• _Assigned task_:
A verbatim copy of every record is required, and no pictures should be included.

[Records excerpted from a collection]

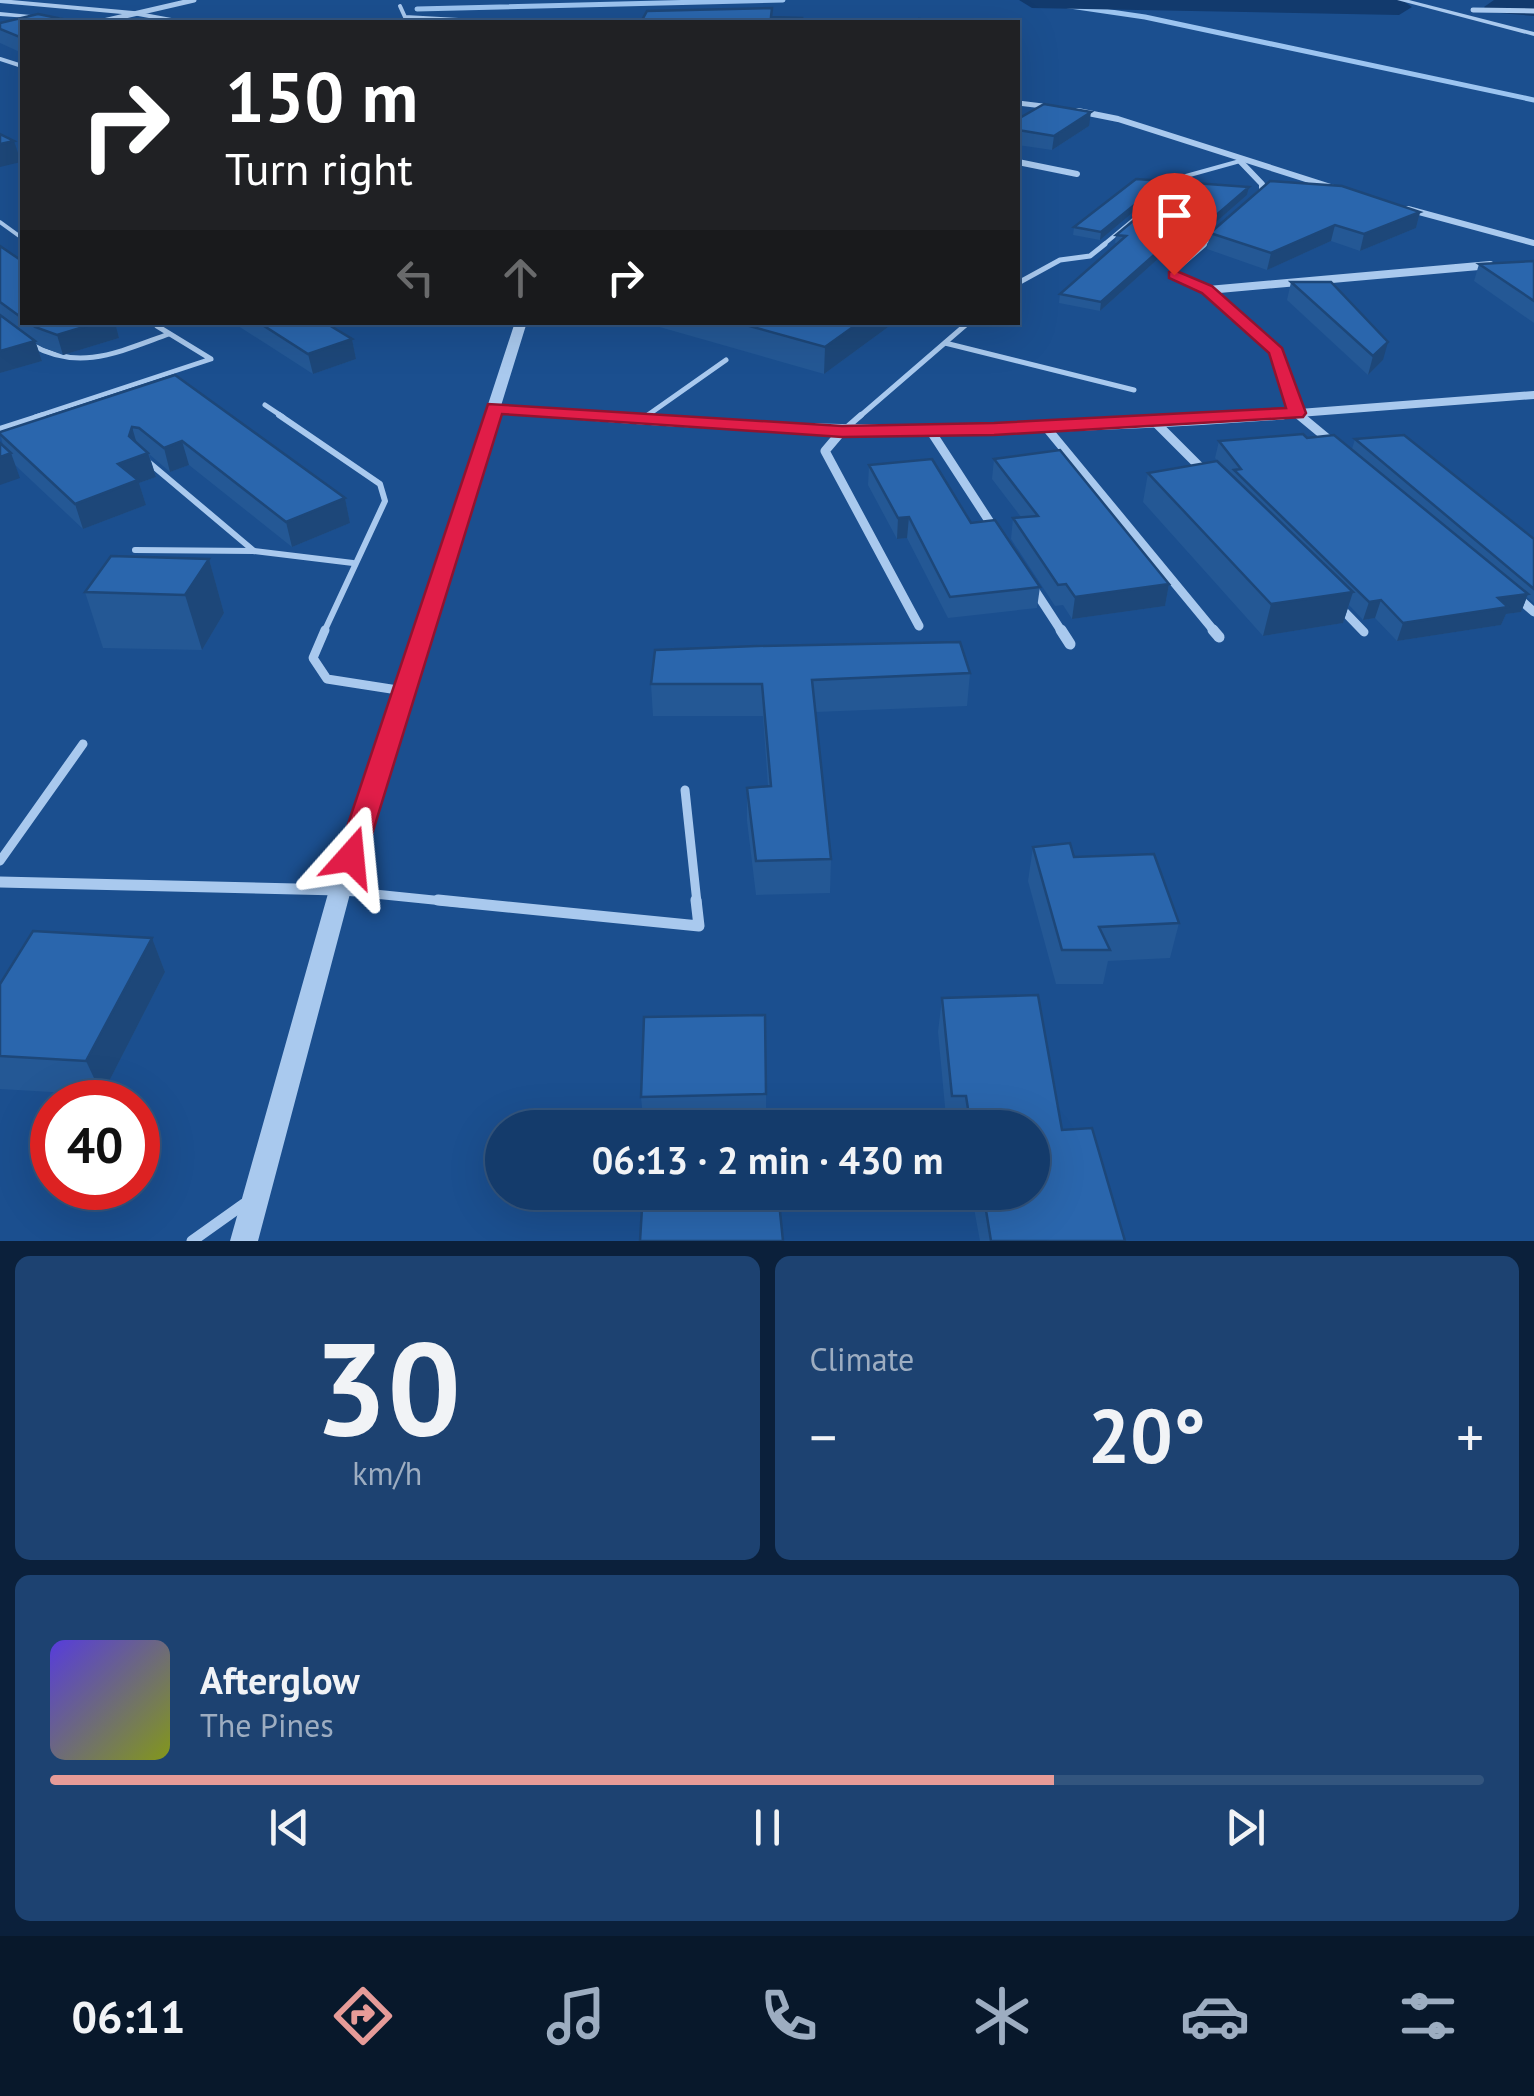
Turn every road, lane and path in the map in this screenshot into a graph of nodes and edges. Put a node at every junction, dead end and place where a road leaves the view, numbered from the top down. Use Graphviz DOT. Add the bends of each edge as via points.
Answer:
graph roads {
  1 [pos="194,0"];
  2 [pos="1401,0"];
  3 [pos="1431,0"];
  4 [pos="0,1"];
  5 [pos="1457,3"];
  6 [pos="400,6"];
  7 [pos="1474,10"];
  8 [pos="1501,10"];
  9 [pos="1534,11"];
  10 [pos="134,13"];
  11 [pos="0,14"];
  12 [pos="49,20"];
  13 [pos="107,20"];
  14 [pos="171,20"];
  15 [pos="421,20"];
  16 [pos="1534,23"];
  17 [pos="1534,34"];
  18 [pos="1020,103"];
  19 [pos="1053,107"];
  20 [pos="1070,109"];
  21 [pos="1240,161"];
  22 [pos="1020,162"];
  23 [pos="1078,174"];
  24 [pos="1335,188"];
  25 [pos="1248,203"];
  26 [pos="1392,204"];
  27 [pos="1234,215"];
  28 [pos="1534,243"];
  29 [pos="1496,265"];
  30 [pos="1020,282"];
  31 [pos="1207,290"];
  32 [pos="156,325"];
  33 [pos="519,325"];
  34 [pos="966,325"];
  35 [pos="170,334"];
  36 [pos="26,340"];
  37 [pos="945,343"];
  38 [pos="726,360"];
  39 [pos="1134,390"];
  40 [pos="1534,395"];
  41 [pos="265,405"];
  42 [pos="495,408"];
  43 [pos="1297,413"];
  44 [pos="643,419"];
  45 [pos="1154,421"];
  46 [pos="1045,426"];
  47 [pos="0,428"];
  48 [pos="930,430"];
  49 [pos="842,432"];
  50 [pos="1341,450"];
  51 [pos="142,456"];
  52 [pos="1210,477"];
  53 [pos="1005,545"];
  54 [pos="135,550"];
  55 [pos="254,551"];
  56 [pos="353,564"];
  57 [pos="1027,578"];
  58 [pos="1504,587"];
  59 [pos="1322,590"];
  60 [pos="1534,612"];
  61 [pos="919,626"];
  62 [pos="1364,632"];
  63 [pos="1219,637"];
  64 [pos="1070,644"];
  65 [pos="404,690"];
  66 [pos="83,744"];
  67 [pos="684,790"];
  68 [pos="0,862"];
  69 [pos="0,882"];
  70 [pos="340,890"];
  71 [pos="256,1196"];
  72 [pos="192,1241"];
  73 [pos="244,1241"];
  1 -- 10 [label="street"];
  2 -- 17 [label="street"];
  3 -- 7 [label="street"];
  4 -- 10 [label="lane"];
  5 -- 7 [label="street"];
  6 -- 15 [label="lane" via="404,17"];
  7 -- 8 [label="street"];
  7 -- 16 [label="street"];
  8 -- 9 [label="street"];
  8 -- 16 [label="street"];
  10 -- 13 [label="street"];
  10 -- 14 [label="lane"];
  11 -- 12 [label="street"];
  18 -- 19 [label="street"];
  20 -- 21 [label="street" via="1118,118"];
  21 -- 24 [label="street"];
  21 -- 25 [label="street" via="1262,184"];
  21 -- 30 [label="lane" via="1186,176 1090,256 1038,268"];
  22 -- 23 [label="street"];
  26 -- 28 [label="street"];
  27 -- 31 [label="street" via="1174,269 1174,275"];
  29 -- 31 [label="street"];
  31 -- 43 [label="street" via="1276,351"];
  32 -- 35 [label="lane"];
  33 -- 42 [label="street"];
  34 -- 37 [label="lane"];
  35 -- 36 [label="lane" via="67,362"];
  35 -- 47 [label="lane" via="211,359"];
  37 -- 39 [label="lane"];
  37 -- 49 [label="lane"];
  38 -- 44 [label="lane"];
  40 -- 43 [label="street"];
  41 -- 56 [label="lane" via="380,484 385,501"];
  42 -- 44 [label="street"];
  42 -- 65 [label="street"];
  43 -- 45 [label="street"];
  43 -- 50 [label="street"];
  44 -- 49 [label="street"];
  45 -- 46 [label="street"];
  45 -- 52 [label="street"];
  46 -- 48 [label="street"];
  46 -- 63 [label="street"];
  48 -- 49 [label="street"];
  48 -- 53 [label="street"];
  49 -- 61 [label="street" via="825,450"];
  51 -- 55 [label="lane"];
  54 -- 55 [label="lane"];
  55 -- 56 [label="lane"];
  56 -- 65 [label="lane" via="313,658 327,679"];
  57 -- 64 [label="street"];
  58 -- 60 [label="street"];
  59 -- 62 [label="street"];
  65 -- 70 [label="street"];
  66 -- 68 [label="lane"];
  67 -- 70 [label="lane" via="699,926"];
  69 -- 70 [label="street"];
  70 -- 71 [label="street"];
  71 -- 72 [label="lane"];
  71 -- 73 [label="street"];
}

• _Answer for this exercise_:
Turn every road, lane and path in the map in this screenshot into a graph of nodes and edges. Put a node at every junction, dead end and place where a road leaves the view, numbered from the top down. Use Graphviz DOT. Add the bends of each edge as via points.
Answer:
graph roads {
  1 [pos="194,0"];
  2 [pos="1401,0"];
  3 [pos="1431,0"];
  4 [pos="0,1"];
  5 [pos="1457,3"];
  6 [pos="400,6"];
  7 [pos="1474,10"];
  8 [pos="1501,10"];
  9 [pos="1534,11"];
  10 [pos="134,13"];
  11 [pos="0,14"];
  12 [pos="49,20"];
  13 [pos="107,20"];
  14 [pos="171,20"];
  15 [pos="421,20"];
  16 [pos="1534,23"];
  17 [pos="1534,34"];
  18 [pos="1020,103"];
  19 [pos="1053,107"];
  20 [pos="1070,109"];
  21 [pos="1240,161"];
  22 [pos="1020,162"];
  23 [pos="1078,174"];
  24 [pos="1335,188"];
  25 [pos="1248,203"];
  26 [pos="1392,204"];
  27 [pos="1234,215"];
  28 [pos="1534,243"];
  29 [pos="1496,265"];
  30 [pos="1020,282"];
  31 [pos="1207,290"];
  32 [pos="156,325"];
  33 [pos="519,325"];
  34 [pos="966,325"];
  35 [pos="170,334"];
  36 [pos="26,340"];
  37 [pos="945,343"];
  38 [pos="726,360"];
  39 [pos="1134,390"];
  40 [pos="1534,395"];
  41 [pos="265,405"];
  42 [pos="495,408"];
  43 [pos="1297,413"];
  44 [pos="643,419"];
  45 [pos="1154,421"];
  46 [pos="1045,426"];
  47 [pos="0,428"];
  48 [pos="930,430"];
  49 [pos="842,432"];
  50 [pos="1341,450"];
  51 [pos="142,456"];
  52 [pos="1210,477"];
  53 [pos="1005,545"];
  54 [pos="135,550"];
  55 [pos="254,551"];
  56 [pos="353,564"];
  57 [pos="1027,578"];
  58 [pos="1504,587"];
  59 [pos="1322,590"];
  60 [pos="1534,612"];
  61 [pos="919,626"];
  62 [pos="1364,632"];
  63 [pos="1219,637"];
  64 [pos="1070,644"];
  65 [pos="404,690"];
  66 [pos="83,744"];
  67 [pos="684,790"];
  68 [pos="0,862"];
  69 [pos="0,882"];
  70 [pos="340,890"];
  71 [pos="256,1196"];
  72 [pos="192,1241"];
  73 [pos="244,1241"];
  1 -- 10 [label="street"];
  2 -- 17 [label="street"];
  3 -- 7 [label="street"];
  4 -- 10 [label="lane"];
  5 -- 7 [label="street"];
  6 -- 15 [label="lane" via="404,17"];
  7 -- 8 [label="street"];
  7 -- 16 [label="street"];
  8 -- 9 [label="street"];
  8 -- 16 [label="street"];
  10 -- 13 [label="street"];
  10 -- 14 [label="lane"];
  11 -- 12 [label="street"];
  18 -- 19 [label="street"];
  20 -- 21 [label="street" via="1118,118"];
  21 -- 24 [label="street"];
  21 -- 25 [label="street" via="1262,184"];
  21 -- 30 [label="lane" via="1186,176 1090,256 1038,268"];
  22 -- 23 [label="street"];
  26 -- 28 [label="street"];
  27 -- 31 [label="street" via="1174,269 1174,275"];
  29 -- 31 [label="street"];
  31 -- 43 [label="street" via="1276,351"];
  32 -- 35 [label="lane"];
  33 -- 42 [label="street"];
  34 -- 37 [label="lane"];
  35 -- 36 [label="lane" via="67,362"];
  35 -- 47 [label="lane" via="211,359"];
  37 -- 39 [label="lane"];
  37 -- 49 [label="lane"];
  38 -- 44 [label="lane"];
  40 -- 43 [label="street"];
  41 -- 56 [label="lane" via="380,484 385,501"];
  42 -- 44 [label="street"];
  42 -- 65 [label="street"];
  43 -- 45 [label="street"];
  43 -- 50 [label="street"];
  44 -- 49 [label="street"];
  45 -- 46 [label="street"];
  45 -- 52 [label="street"];
  46 -- 48 [label="street"];
  46 -- 63 [label="street"];
  48 -- 49 [label="street"];
  48 -- 53 [label="street"];
  49 -- 61 [label="street" via="825,450"];
  51 -- 55 [label="lane"];
  54 -- 55 [label="lane"];
  55 -- 56 [label="lane"];
  56 -- 65 [label="lane" via="313,658 327,679"];
  57 -- 64 [label="street"];
  58 -- 60 [label="street"];
  59 -- 62 [label="street"];
  65 -- 70 [label="street"];
  66 -- 68 [label="lane"];
  67 -- 70 [label="lane" via="699,926"];
  69 -- 70 [label="street"];
  70 -- 71 [label="street"];
  71 -- 72 [label="lane"];
  71 -- 73 [label="street"];
}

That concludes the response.